Segment Start: Given data
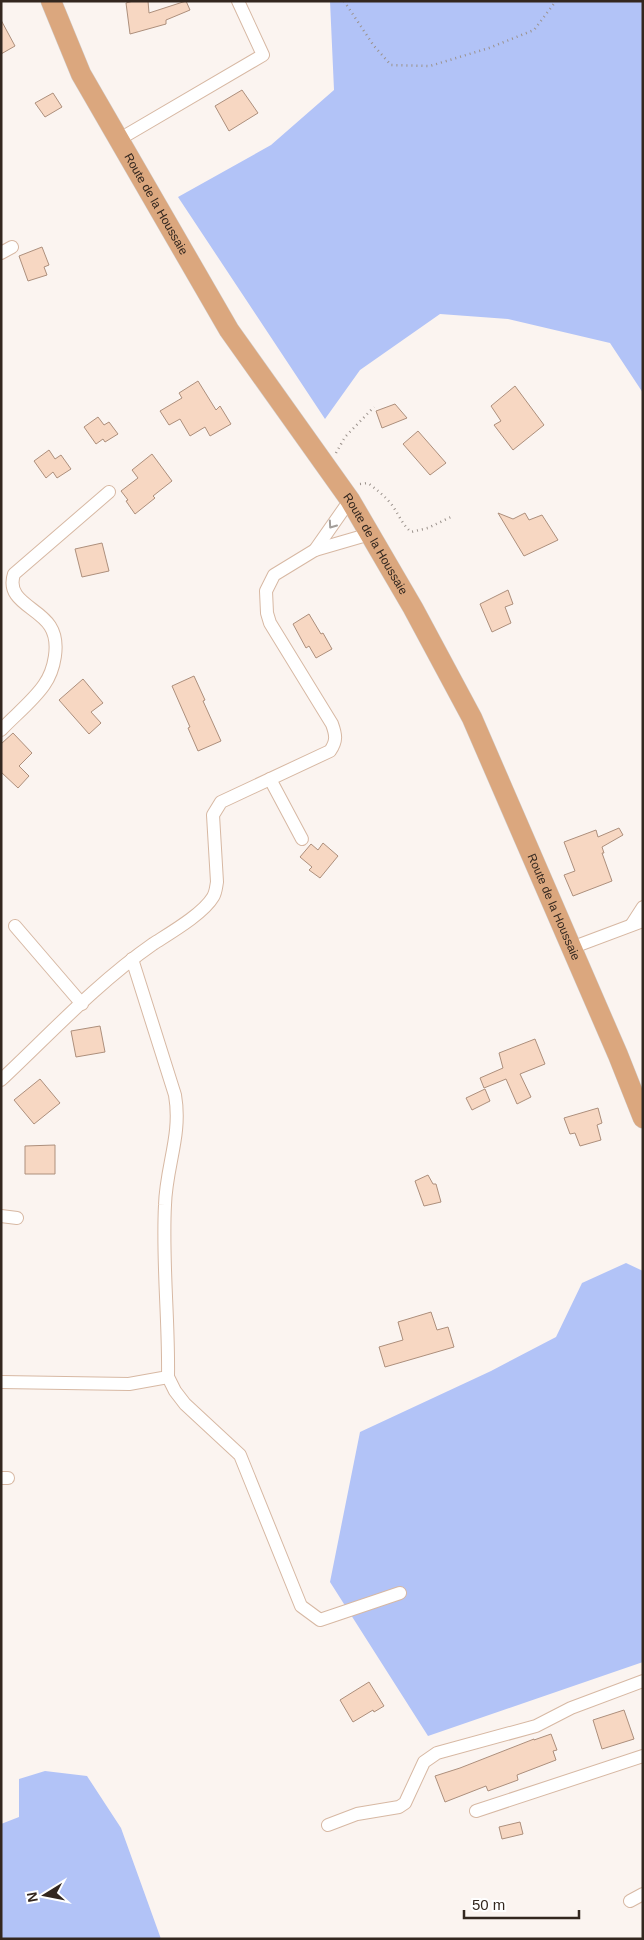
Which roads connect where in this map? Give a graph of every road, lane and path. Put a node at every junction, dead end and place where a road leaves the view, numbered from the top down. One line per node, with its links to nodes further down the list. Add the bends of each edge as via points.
1 (51, 1): 5 (main road, Route de la Houssaie, via 81,74)
2 (238, 1): 5 (street, via 264,55)
3 (344, 1): 4 (path, via 391,65 430,66 534,30)
4 (556, 1)
5 (118, 140): 7 (main road, Route de la Houssaie, via 228,330)
6 (374, 407): 7 (path, via 345,437)
7 (328, 470): 9 (main road, Route de la Houssaie)
8 (109, 492): 13 (street, via 14,574 11,583 14,593 51,627 55,657 44,686)
9 (346, 495): 10 (path, via 368,483 386,497 411,532); 11 (main road, Route de la Houssaie); 12 (street, one-way to 12)
10 (453, 516)
11 (370, 534): 12 (street); 19 (main road, Route de la Houssaie, via 472,718)
12 (315, 550): 14 (street, via 274,575 266,591 267,613 332,724 336,742 330,751)
13 (1, 730)
14 (270, 779): 15 (street); 20 (street, via 221,802 216,808 212,824 217,882 212,899 189,920)
15 (302, 839)
16 (643, 908): 17 (street)
17 (638, 923): 19 (street)
18 (15, 926): 21 (street)
19 (571, 948): 23 (main road, Route de la Houssaie)
20 (132, 959): 21 (street); 26 (street, via 178,1110 164,1203)
21 (82, 1004): 22 (street)
22 (1, 1080)
23 (643, 1118)
24 (1, 1216): 25 (street)
25 (17, 1218)
26 (168, 1377): 27 (street, via 129,1384); 28 (street, via 185,1404 240,1455 301,1606 320,1620)
27 (1, 1382)
28 (400, 1593)
29 (643, 1681): 32 (street, via 571,1708 536,1726 437,1753 424,1762 405,1803 357,1814)
30 (643, 1756): 31 (street)
31 (476, 1811)
32 (328, 1826)
33 (643, 1894): 34 (street)
34 (630, 1901)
Segment End: Given data
### Work instruction
Send back every record exactly as it stands, except the pictures.

### Written answer
Which roads connect where in this map? Give a graph of every road, lane and path. Put a node at every junction, dead end and place where a road leaves the view, numbered from the top down. One line per node, with its links to nodes further down the list. Add the bends of each edge as via points.
1 (51, 1): 5 (main road, Route de la Houssaie, via 81,74)
2 (238, 1): 5 (street, via 264,55)
3 (344, 1): 4 (path, via 391,65 430,66 534,30)
4 (556, 1)
5 (118, 140): 7 (main road, Route de la Houssaie, via 228,330)
6 (374, 407): 7 (path, via 345,437)
7 (328, 470): 9 (main road, Route de la Houssaie)
8 (109, 492): 13 (street, via 14,574 11,583 14,593 51,627 55,657 44,686)
9 (346, 495): 10 (path, via 368,483 386,497 411,532); 11 (main road, Route de la Houssaie); 12 (street, one-way to 12)
10 (453, 516)
11 (370, 534): 12 (street); 19 (main road, Route de la Houssaie, via 472,718)
12 (315, 550): 14 (street, via 274,575 266,591 267,613 332,724 336,742 330,751)
13 (1, 730)
14 (270, 779): 15 (street); 20 (street, via 221,802 216,808 212,824 217,882 212,899 189,920)
15 (302, 839)
16 (643, 908): 17 (street)
17 (638, 923): 19 (street)
18 (15, 926): 21 (street)
19 (571, 948): 23 (main road, Route de la Houssaie)
20 (132, 959): 21 (street); 26 (street, via 178,1110 164,1203)
21 (82, 1004): 22 (street)
22 (1, 1080)
23 (643, 1118)
24 (1, 1216): 25 (street)
25 (17, 1218)
26 (168, 1377): 27 (street, via 129,1384); 28 (street, via 185,1404 240,1455 301,1606 320,1620)
27 (1, 1382)
28 (400, 1593)
29 (643, 1681): 32 (street, via 571,1708 536,1726 437,1753 424,1762 405,1803 357,1814)
30 (643, 1756): 31 (street)
31 (476, 1811)
32 (328, 1826)
33 (643, 1894): 34 (street)
34 (630, 1901)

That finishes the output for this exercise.